[WHAT IS REQUIRED]:
Return the records exactly, keeping every line as it is.
SUPPLIED MATERIAL section start
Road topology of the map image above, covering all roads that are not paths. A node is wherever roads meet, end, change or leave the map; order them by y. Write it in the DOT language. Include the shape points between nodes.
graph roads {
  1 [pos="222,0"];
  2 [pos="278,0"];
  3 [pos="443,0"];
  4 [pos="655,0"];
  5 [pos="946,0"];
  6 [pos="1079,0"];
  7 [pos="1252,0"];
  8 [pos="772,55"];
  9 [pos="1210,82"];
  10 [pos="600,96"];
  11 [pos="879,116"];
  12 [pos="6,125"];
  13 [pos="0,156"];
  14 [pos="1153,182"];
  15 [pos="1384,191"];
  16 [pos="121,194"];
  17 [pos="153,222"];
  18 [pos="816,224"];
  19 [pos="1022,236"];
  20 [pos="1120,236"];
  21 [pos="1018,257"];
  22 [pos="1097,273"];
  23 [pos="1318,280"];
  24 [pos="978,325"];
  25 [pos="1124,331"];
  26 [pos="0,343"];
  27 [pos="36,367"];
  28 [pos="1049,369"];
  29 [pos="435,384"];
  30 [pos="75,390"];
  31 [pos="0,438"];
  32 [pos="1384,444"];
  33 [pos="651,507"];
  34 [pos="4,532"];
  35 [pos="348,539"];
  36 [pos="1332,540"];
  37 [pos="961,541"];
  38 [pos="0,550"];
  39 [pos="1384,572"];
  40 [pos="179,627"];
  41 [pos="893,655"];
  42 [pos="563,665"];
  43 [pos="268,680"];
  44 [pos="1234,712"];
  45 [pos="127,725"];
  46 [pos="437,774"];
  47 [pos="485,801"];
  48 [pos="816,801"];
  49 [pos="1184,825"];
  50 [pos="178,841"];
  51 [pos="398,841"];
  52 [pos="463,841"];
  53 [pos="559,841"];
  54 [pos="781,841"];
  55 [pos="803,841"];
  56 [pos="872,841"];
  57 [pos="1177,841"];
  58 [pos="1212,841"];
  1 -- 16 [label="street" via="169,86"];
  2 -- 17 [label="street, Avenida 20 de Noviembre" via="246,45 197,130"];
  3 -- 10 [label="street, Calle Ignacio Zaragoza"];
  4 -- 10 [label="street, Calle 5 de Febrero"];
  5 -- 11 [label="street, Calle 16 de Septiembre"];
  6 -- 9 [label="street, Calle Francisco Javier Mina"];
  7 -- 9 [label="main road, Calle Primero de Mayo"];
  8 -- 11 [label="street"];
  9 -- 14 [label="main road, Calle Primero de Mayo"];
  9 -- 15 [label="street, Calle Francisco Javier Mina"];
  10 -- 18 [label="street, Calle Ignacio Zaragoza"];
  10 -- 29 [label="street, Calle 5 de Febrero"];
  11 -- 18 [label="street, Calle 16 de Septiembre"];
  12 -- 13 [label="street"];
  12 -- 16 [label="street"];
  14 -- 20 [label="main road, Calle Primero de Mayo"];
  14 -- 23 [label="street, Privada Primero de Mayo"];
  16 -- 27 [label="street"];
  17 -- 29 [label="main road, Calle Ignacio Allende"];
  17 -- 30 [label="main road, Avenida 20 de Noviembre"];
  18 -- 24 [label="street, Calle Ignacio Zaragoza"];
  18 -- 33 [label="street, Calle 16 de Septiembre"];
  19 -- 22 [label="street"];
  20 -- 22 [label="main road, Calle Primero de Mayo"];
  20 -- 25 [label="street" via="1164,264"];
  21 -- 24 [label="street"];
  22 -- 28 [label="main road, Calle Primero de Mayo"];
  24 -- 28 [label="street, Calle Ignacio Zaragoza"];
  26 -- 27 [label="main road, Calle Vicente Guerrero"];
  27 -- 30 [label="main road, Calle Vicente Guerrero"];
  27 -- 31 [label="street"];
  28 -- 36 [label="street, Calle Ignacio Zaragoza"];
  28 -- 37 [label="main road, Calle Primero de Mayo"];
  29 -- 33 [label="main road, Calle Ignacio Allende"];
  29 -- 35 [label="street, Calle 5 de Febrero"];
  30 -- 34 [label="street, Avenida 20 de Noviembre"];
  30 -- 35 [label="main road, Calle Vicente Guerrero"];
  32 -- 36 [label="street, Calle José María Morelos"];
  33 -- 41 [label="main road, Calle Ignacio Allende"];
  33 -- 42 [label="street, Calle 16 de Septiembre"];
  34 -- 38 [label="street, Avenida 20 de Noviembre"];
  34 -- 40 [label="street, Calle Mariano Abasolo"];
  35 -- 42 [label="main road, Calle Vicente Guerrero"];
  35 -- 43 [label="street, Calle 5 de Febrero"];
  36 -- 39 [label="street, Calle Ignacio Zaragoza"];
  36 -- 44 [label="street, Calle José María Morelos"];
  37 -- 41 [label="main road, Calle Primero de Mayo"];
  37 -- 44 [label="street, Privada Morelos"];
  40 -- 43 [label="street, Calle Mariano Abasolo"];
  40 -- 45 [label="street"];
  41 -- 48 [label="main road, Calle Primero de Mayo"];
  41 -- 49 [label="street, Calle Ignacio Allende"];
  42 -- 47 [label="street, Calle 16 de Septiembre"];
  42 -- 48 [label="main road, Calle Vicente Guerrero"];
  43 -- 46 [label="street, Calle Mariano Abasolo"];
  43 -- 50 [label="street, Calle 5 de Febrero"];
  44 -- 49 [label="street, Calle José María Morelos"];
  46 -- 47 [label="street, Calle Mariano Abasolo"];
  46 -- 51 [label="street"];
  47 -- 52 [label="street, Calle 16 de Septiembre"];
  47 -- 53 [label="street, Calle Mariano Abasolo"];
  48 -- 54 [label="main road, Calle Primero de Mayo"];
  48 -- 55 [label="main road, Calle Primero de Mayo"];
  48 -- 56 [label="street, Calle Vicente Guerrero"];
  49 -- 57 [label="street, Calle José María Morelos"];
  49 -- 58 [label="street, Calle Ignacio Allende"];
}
SUPPLIED MATERIAL section end
[RESULT BELOW]:
Road topology of the map image above, covering all roads that are not paths. A node is wherever roads meet, end, change or leave the map; order them by y. Write it in the DOT language. Include the shape points between nodes.
graph roads {
  1 [pos="222,0"];
  2 [pos="278,0"];
  3 [pos="443,0"];
  4 [pos="655,0"];
  5 [pos="946,0"];
  6 [pos="1079,0"];
  7 [pos="1252,0"];
  8 [pos="772,55"];
  9 [pos="1210,82"];
  10 [pos="600,96"];
  11 [pos="879,116"];
  12 [pos="6,125"];
  13 [pos="0,156"];
  14 [pos="1153,182"];
  15 [pos="1384,191"];
  16 [pos="121,194"];
  17 [pos="153,222"];
  18 [pos="816,224"];
  19 [pos="1022,236"];
  20 [pos="1120,236"];
  21 [pos="1018,257"];
  22 [pos="1097,273"];
  23 [pos="1318,280"];
  24 [pos="978,325"];
  25 [pos="1124,331"];
  26 [pos="0,343"];
  27 [pos="36,367"];
  28 [pos="1049,369"];
  29 [pos="435,384"];
  30 [pos="75,390"];
  31 [pos="0,438"];
  32 [pos="1384,444"];
  33 [pos="651,507"];
  34 [pos="4,532"];
  35 [pos="348,539"];
  36 [pos="1332,540"];
  37 [pos="961,541"];
  38 [pos="0,550"];
  39 [pos="1384,572"];
  40 [pos="179,627"];
  41 [pos="893,655"];
  42 [pos="563,665"];
  43 [pos="268,680"];
  44 [pos="1234,712"];
  45 [pos="127,725"];
  46 [pos="437,774"];
  47 [pos="485,801"];
  48 [pos="816,801"];
  49 [pos="1184,825"];
  50 [pos="178,841"];
  51 [pos="398,841"];
  52 [pos="463,841"];
  53 [pos="559,841"];
  54 [pos="781,841"];
  55 [pos="803,841"];
  56 [pos="872,841"];
  57 [pos="1177,841"];
  58 [pos="1212,841"];
  1 -- 16 [label="street" via="169,86"];
  2 -- 17 [label="street, Avenida 20 de Noviembre" via="246,45 197,130"];
  3 -- 10 [label="street, Calle Ignacio Zaragoza"];
  4 -- 10 [label="street, Calle 5 de Febrero"];
  5 -- 11 [label="street, Calle 16 de Septiembre"];
  6 -- 9 [label="street, Calle Francisco Javier Mina"];
  7 -- 9 [label="main road, Calle Primero de Mayo"];
  8 -- 11 [label="street"];
  9 -- 14 [label="main road, Calle Primero de Mayo"];
  9 -- 15 [label="street, Calle Francisco Javier Mina"];
  10 -- 18 [label="street, Calle Ignacio Zaragoza"];
  10 -- 29 [label="street, Calle 5 de Febrero"];
  11 -- 18 [label="street, Calle 16 de Septiembre"];
  12 -- 13 [label="street"];
  12 -- 16 [label="street"];
  14 -- 20 [label="main road, Calle Primero de Mayo"];
  14 -- 23 [label="street, Privada Primero de Mayo"];
  16 -- 27 [label="street"];
  17 -- 29 [label="main road, Calle Ignacio Allende"];
  17 -- 30 [label="main road, Avenida 20 de Noviembre"];
  18 -- 24 [label="street, Calle Ignacio Zaragoza"];
  18 -- 33 [label="street, Calle 16 de Septiembre"];
  19 -- 22 [label="street"];
  20 -- 22 [label="main road, Calle Primero de Mayo"];
  20 -- 25 [label="street" via="1164,264"];
  21 -- 24 [label="street"];
  22 -- 28 [label="main road, Calle Primero de Mayo"];
  24 -- 28 [label="street, Calle Ignacio Zaragoza"];
  26 -- 27 [label="main road, Calle Vicente Guerrero"];
  27 -- 30 [label="main road, Calle Vicente Guerrero"];
  27 -- 31 [label="street"];
  28 -- 36 [label="street, Calle Ignacio Zaragoza"];
  28 -- 37 [label="main road, Calle Primero de Mayo"];
  29 -- 33 [label="main road, Calle Ignacio Allende"];
  29 -- 35 [label="street, Calle 5 de Febrero"];
  30 -- 34 [label="street, Avenida 20 de Noviembre"];
  30 -- 35 [label="main road, Calle Vicente Guerrero"];
  32 -- 36 [label="street, Calle José María Morelos"];
  33 -- 41 [label="main road, Calle Ignacio Allende"];
  33 -- 42 [label="street, Calle 16 de Septiembre"];
  34 -- 38 [label="street, Avenida 20 de Noviembre"];
  34 -- 40 [label="street, Calle Mariano Abasolo"];
  35 -- 42 [label="main road, Calle Vicente Guerrero"];
  35 -- 43 [label="street, Calle 5 de Febrero"];
  36 -- 39 [label="street, Calle Ignacio Zaragoza"];
  36 -- 44 [label="street, Calle José María Morelos"];
  37 -- 41 [label="main road, Calle Primero de Mayo"];
  37 -- 44 [label="street, Privada Morelos"];
  40 -- 43 [label="street, Calle Mariano Abasolo"];
  40 -- 45 [label="street"];
  41 -- 48 [label="main road, Calle Primero de Mayo"];
  41 -- 49 [label="street, Calle Ignacio Allende"];
  42 -- 47 [label="street, Calle 16 de Septiembre"];
  42 -- 48 [label="main road, Calle Vicente Guerrero"];
  43 -- 46 [label="street, Calle Mariano Abasolo"];
  43 -- 50 [label="street, Calle 5 de Febrero"];
  44 -- 49 [label="street, Calle José María Morelos"];
  46 -- 47 [label="street, Calle Mariano Abasolo"];
  46 -- 51 [label="street"];
  47 -- 52 [label="street, Calle 16 de Septiembre"];
  47 -- 53 [label="street, Calle Mariano Abasolo"];
  48 -- 54 [label="main road, Calle Primero de Mayo"];
  48 -- 55 [label="main road, Calle Primero de Mayo"];
  48 -- 56 [label="street, Calle Vicente Guerrero"];
  49 -- 57 [label="street, Calle José María Morelos"];
  49 -- 58 [label="street, Calle Ignacio Allende"];
}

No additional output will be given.